*** Records for the exercise ***
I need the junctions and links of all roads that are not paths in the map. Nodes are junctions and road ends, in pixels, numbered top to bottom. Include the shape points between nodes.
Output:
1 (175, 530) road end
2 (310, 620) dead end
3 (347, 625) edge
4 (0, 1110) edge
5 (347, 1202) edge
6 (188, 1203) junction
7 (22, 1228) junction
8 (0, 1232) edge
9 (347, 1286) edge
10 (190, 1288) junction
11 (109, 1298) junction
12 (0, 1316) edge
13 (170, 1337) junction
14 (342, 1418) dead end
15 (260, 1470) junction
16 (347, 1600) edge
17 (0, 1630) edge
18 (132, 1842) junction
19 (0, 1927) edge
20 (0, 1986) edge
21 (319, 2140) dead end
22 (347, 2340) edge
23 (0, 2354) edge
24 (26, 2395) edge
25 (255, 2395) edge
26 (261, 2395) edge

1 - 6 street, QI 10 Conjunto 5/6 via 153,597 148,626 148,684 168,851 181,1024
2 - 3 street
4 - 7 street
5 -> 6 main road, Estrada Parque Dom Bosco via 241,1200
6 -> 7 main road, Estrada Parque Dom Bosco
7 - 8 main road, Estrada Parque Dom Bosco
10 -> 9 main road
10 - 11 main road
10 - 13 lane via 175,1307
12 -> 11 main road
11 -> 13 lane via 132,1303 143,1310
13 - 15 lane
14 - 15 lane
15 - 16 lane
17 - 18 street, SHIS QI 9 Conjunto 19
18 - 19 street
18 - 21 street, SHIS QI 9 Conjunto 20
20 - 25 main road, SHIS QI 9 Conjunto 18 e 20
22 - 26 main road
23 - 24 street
*** End of Records for the exercise ***
What is being asked → Search the preceding listing for the word "dead" and pull out every line that holds it.

Reply →
2 (310, 620) dead end
14 (342, 1418) dead end
21 (319, 2140) dead end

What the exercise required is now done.